И первое очень оскорбительно, в особенности потому, что и сам знаешь за собой грех («что греха таить? Заложил вечор у целовальника..."). И правда в словах Савельича и нет... И не оспаривает Пугачев правды слов Савельича — мол, пропьет «в первом кабаке" подаренный новый тулуп так же, как и старый: знает сам про себя, что слаб, страстен и подчас не отвечает за себя...

Однако: «Это, старинушка, уж не твоя печаль, — сказал мой бродяга, пропью ли я или нет. Его благородие мне жалует шубу со своего плеча: его на то барская воля..."[143] . Две правды: одна по-хамски[144] тычет пальцем в греховную наготу другого, другая, все видя, как бы говорит: но ведь и он человек... И как важно, чтобы кто-то настоял на второй правде, когда так мало сил оспорить первую...

В благодарности Гринева не просто благодарность. Тут больше. Тут жалость, милосердие и... уважение. Уважение к человеку, к его достоинству. И человеку холодно. А человеку не должно быть холодно. Потому, что он образ Божий. И если мы безразлично проходим мимо человека, которому холодно, то это, вообще говоря, кощунственно... Все это и почувствовал Пугачев. Потому так и радуется он подарку.

Потому и такое теплое напутствие Гриневу. «Спасибо, ваше благородие! Награди вас Господь за вашу добродетель. Век не забуду ваших милостей"[145] . И завязались между нашими героями таинственные отношения, где высший и низший — едины, где нет ни господина, ни раба, ни эллина, ни иудея, ни мужчины, ни женщины, где враги — братья... Чем можно ответить на милость, на милосердие? Чем его измерить? — Только милосердием же.

Причем оно, странным образом, оказывается как бы неизмеримым. Если нечто сделано не из корысти, не из расчета, не «баш на баш", а ради Бога, то ответное милосердие и один, и второй, и больше раз все как бы не может покрыть, оплатить первого... Странные свойства у милосердия: не от мира оно сего и приносит с собой все время законы мира горнего... [146] .
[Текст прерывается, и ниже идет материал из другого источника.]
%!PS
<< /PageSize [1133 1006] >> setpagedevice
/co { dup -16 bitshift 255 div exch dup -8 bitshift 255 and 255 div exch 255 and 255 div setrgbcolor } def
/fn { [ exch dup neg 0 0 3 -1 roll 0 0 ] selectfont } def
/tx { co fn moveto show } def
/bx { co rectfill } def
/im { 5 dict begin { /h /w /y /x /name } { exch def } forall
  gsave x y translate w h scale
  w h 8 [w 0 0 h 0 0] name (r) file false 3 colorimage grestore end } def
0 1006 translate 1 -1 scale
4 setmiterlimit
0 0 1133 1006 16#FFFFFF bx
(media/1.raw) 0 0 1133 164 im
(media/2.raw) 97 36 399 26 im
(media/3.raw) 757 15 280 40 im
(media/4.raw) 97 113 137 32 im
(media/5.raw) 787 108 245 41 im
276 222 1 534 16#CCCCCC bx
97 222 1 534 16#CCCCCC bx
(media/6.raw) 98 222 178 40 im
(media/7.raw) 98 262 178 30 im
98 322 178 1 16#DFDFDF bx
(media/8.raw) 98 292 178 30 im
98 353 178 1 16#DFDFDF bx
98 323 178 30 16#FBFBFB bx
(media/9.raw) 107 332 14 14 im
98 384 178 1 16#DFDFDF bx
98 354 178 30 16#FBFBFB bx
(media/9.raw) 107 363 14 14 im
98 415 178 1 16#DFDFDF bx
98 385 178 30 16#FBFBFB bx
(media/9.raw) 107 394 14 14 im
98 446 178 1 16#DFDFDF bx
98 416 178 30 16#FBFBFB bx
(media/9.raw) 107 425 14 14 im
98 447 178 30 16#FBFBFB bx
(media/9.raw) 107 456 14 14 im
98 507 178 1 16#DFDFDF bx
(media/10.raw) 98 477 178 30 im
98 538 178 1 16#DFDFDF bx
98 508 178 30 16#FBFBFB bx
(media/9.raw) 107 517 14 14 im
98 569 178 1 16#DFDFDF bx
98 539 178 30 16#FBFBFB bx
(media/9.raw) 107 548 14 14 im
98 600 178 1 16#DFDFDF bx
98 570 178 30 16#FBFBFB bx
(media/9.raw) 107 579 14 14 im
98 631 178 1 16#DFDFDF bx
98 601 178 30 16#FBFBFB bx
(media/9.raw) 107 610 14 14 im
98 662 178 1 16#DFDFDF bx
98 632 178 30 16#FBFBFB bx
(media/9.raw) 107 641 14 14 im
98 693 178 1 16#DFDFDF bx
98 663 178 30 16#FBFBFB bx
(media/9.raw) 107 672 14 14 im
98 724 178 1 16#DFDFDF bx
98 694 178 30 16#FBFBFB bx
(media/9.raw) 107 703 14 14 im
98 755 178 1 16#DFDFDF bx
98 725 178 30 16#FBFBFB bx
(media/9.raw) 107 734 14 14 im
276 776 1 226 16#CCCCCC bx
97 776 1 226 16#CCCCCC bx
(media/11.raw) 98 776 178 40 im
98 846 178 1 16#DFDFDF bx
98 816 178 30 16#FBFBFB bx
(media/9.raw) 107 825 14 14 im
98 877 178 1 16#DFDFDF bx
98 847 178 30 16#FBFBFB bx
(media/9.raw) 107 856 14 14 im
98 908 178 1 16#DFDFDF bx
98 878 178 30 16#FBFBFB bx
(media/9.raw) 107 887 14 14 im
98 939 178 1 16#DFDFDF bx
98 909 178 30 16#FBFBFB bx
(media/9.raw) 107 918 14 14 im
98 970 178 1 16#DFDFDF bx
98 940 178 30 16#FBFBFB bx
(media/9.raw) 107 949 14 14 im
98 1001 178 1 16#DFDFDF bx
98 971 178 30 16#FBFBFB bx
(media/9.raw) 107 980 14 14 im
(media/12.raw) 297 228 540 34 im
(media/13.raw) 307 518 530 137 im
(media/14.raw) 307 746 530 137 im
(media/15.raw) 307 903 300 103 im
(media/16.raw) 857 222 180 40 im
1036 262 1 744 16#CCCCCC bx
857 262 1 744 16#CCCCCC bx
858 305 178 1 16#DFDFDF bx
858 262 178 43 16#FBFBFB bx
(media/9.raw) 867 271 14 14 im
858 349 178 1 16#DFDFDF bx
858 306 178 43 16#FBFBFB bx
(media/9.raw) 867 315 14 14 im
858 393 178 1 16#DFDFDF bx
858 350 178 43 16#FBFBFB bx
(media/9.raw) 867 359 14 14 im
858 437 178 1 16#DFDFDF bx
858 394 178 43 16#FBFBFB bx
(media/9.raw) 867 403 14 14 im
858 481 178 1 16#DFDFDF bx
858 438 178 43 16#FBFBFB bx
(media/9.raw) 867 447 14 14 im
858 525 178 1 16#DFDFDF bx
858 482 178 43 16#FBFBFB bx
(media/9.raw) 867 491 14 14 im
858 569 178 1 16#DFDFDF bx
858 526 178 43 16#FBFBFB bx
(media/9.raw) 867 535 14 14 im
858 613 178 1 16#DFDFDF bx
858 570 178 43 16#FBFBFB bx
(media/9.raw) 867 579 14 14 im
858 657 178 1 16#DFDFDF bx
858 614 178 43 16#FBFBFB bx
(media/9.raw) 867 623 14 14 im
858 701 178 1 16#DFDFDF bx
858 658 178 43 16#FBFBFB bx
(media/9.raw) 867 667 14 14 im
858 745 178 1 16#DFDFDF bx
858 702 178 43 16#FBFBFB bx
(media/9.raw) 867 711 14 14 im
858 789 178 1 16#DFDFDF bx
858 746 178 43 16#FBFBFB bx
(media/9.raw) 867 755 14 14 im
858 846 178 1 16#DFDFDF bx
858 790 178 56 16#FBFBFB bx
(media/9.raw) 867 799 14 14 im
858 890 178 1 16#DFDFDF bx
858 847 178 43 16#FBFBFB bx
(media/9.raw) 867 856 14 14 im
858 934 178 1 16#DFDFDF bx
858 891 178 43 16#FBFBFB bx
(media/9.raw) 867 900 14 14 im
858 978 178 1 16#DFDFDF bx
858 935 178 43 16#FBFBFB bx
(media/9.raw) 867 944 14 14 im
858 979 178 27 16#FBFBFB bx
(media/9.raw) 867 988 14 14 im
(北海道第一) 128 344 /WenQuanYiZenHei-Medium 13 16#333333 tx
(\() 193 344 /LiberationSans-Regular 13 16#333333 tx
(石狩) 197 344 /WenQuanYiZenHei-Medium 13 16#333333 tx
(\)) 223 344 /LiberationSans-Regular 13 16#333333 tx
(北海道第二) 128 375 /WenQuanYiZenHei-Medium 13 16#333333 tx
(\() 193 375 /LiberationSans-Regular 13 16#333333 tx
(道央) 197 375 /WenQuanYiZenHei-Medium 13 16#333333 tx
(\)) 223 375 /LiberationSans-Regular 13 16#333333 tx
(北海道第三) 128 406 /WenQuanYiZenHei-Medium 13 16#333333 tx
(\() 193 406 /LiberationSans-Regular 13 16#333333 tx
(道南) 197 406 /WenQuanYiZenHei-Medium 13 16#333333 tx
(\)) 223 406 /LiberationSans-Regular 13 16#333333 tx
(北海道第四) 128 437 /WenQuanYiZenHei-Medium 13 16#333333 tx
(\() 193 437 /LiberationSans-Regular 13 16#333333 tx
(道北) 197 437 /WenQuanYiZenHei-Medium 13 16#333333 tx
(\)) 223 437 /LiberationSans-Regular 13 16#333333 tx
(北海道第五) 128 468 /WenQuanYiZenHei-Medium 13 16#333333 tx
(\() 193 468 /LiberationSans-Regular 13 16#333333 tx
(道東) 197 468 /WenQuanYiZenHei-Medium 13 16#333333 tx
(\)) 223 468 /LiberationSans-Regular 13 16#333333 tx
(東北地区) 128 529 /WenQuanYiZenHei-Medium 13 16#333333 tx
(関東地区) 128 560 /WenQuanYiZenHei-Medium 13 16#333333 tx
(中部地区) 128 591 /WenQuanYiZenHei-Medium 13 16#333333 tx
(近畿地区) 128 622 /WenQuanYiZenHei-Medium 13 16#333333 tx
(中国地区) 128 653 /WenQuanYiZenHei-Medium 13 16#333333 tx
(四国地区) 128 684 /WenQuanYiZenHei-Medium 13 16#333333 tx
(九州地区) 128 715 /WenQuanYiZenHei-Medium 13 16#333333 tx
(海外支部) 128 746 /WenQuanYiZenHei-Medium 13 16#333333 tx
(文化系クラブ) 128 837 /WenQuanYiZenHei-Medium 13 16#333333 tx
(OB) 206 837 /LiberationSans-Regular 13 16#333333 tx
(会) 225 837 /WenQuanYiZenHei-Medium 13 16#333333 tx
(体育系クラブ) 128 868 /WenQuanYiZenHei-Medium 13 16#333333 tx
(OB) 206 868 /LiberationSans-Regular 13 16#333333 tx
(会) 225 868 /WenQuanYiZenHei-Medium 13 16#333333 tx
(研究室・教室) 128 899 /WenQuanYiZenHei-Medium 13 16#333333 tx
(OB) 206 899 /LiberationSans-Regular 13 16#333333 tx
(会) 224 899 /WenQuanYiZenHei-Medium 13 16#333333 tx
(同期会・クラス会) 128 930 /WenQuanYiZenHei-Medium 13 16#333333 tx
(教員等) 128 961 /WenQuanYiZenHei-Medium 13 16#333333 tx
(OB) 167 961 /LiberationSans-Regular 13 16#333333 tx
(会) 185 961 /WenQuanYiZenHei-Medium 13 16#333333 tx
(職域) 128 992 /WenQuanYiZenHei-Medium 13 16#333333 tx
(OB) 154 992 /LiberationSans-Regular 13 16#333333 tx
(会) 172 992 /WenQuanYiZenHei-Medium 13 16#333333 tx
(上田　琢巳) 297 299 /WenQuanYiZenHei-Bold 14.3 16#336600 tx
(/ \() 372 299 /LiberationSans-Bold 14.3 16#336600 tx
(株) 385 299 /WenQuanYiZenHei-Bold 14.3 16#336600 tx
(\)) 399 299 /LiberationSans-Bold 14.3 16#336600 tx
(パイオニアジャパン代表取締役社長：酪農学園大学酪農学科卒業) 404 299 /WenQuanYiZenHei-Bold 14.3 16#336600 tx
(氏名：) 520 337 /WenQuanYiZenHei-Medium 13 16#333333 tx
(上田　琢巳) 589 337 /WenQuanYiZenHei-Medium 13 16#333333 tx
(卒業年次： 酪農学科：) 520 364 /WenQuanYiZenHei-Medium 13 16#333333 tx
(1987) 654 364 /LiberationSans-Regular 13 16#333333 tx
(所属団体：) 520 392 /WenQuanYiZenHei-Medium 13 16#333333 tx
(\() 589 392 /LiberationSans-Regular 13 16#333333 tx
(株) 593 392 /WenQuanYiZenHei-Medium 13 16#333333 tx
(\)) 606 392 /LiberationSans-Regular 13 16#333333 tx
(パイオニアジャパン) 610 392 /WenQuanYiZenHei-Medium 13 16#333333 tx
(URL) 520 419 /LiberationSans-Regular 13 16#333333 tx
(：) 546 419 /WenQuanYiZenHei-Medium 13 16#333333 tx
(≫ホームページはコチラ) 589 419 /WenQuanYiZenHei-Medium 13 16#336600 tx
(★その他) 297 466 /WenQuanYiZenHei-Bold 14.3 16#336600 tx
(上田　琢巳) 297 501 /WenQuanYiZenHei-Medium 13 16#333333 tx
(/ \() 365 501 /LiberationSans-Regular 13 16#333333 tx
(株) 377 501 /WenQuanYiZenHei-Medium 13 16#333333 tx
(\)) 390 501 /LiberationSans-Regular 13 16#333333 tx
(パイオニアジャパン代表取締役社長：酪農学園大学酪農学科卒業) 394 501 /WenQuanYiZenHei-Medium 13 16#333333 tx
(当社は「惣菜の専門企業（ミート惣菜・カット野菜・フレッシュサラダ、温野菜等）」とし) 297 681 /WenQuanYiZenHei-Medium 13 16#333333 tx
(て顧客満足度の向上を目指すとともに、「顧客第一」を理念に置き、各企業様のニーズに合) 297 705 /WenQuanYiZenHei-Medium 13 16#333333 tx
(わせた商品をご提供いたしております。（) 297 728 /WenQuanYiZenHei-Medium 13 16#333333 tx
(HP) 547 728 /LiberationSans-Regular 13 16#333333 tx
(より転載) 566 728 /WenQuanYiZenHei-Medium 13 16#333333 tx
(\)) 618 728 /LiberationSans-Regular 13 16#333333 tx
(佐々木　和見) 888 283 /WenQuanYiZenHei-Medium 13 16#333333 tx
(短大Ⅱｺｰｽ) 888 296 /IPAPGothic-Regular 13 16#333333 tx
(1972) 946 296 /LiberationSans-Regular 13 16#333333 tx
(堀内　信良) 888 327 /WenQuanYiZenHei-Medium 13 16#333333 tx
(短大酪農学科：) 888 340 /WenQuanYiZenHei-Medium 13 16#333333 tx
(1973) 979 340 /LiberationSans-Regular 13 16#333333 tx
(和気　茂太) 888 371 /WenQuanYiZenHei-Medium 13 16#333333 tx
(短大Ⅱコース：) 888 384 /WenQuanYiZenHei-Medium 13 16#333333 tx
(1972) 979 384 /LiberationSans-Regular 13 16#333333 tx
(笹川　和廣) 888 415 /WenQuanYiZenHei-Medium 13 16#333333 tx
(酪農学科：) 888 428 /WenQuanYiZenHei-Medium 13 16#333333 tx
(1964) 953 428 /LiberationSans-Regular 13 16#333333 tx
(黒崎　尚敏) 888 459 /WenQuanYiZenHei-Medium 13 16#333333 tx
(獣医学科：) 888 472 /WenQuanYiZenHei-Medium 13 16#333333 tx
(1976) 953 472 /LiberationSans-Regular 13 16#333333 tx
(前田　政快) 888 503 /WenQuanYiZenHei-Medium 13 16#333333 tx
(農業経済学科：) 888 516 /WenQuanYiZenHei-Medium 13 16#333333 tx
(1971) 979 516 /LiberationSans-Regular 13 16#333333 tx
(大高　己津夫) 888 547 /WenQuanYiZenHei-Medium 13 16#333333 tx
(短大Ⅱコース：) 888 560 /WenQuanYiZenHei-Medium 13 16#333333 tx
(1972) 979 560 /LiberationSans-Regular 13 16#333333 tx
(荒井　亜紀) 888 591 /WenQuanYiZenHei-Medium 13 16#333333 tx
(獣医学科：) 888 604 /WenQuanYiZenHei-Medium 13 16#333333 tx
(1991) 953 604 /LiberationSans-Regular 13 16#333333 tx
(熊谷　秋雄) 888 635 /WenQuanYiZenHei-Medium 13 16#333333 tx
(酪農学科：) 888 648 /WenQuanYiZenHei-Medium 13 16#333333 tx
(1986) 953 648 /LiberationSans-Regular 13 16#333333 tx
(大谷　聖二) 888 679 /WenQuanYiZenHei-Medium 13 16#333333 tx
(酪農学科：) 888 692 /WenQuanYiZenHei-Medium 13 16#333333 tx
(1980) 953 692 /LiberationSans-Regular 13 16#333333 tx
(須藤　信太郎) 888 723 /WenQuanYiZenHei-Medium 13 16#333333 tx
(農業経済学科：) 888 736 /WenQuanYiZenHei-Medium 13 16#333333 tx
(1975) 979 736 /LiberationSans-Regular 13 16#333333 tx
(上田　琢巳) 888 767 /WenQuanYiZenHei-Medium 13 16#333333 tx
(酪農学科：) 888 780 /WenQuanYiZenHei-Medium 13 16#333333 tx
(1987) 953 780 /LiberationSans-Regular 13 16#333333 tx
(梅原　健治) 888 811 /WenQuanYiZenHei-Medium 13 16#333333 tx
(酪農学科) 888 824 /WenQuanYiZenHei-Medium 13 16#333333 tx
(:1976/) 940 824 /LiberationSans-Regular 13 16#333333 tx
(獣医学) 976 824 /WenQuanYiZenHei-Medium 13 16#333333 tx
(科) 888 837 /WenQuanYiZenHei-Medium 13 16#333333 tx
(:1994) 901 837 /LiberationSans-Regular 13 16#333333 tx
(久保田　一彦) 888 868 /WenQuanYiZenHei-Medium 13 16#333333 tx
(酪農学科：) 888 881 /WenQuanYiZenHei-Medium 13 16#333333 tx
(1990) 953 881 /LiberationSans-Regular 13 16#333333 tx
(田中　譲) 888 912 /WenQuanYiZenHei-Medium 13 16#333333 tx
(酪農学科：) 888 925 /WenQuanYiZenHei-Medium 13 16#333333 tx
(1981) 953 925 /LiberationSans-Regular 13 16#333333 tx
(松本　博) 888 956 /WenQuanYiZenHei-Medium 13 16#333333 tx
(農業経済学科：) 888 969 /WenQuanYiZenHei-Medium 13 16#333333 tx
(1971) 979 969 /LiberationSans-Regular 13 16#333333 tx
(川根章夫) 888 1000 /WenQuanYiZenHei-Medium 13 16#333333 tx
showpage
И через все остальные встречи Гринева и Пугачева основной темой идет именно тема милосердия. При занятии Белогорской крепости Пугачев, узнав Гринева, тут же помиловал его, спас от смертной казни. Вечером в беседе наедине Пугачев говорит: «...я помиловал тебя за твою добродетель, за то, что ты оказал мне услугу, когда принужден я был скрываться от своих недругов"[147] .

Но сколь несоразмерны услуга и воздаяние: стакан вина, заячий тулуп и... жизнь, подаренная офицеру противного войска, с которым ведется беспощадная война! Что за правила мены? Каким странным законом управляется поведение Пугачева? — Законом неотмирным, законом горним; законом милосердия, который юродство для мира сего, но которого нет выше и благороднее в этом мире.

Разглядел однажды Гринев человека в Пугачеве, обратился к этому внутреннему человеку, и не может уже забыть этого Пугачев. Он просто вынужден помиловать Гринева, так как забыть, перечеркнуть то касание душ, которое было в первой встрече, значило бы самоубийственно уничтожить в самом себе нечто самое дорогое, самое святое... Потому что там, в этом молчаливом диалоге внутреннего человека с другим, личности с личностью, все мы — едины, хотя и мыслим многое по-разному.

Там — свет и любовь, и — безмерная — переливается частично она и в этот сумеречный и жестокий мир жалостью и милосердием... Поэтому в конце напряженного и драматичного диалога, в котором Пугачев приглашает Гринева присоединиться к восставшим, а Гринев, следуя совести своей и чести, отказывается рискуя отчаянно! — в конце этого диалога — примиряющий финал.

Все тягостные условия, все преграды, вся метафизическая теснота исторического существования преодолевается теми, кто прикоснулся истины общения в любящей, милосердной свободе. Милосердие, однажды дарованное, питает надежду и потом в самых сложных обстоятельствах и, однажды содеянное, все время зовет к себе, как к себе самому — к своей лучшей, истинной ипостаси. Где жизнь — там милосердие. И наоборот: милосердие — жизнетворно.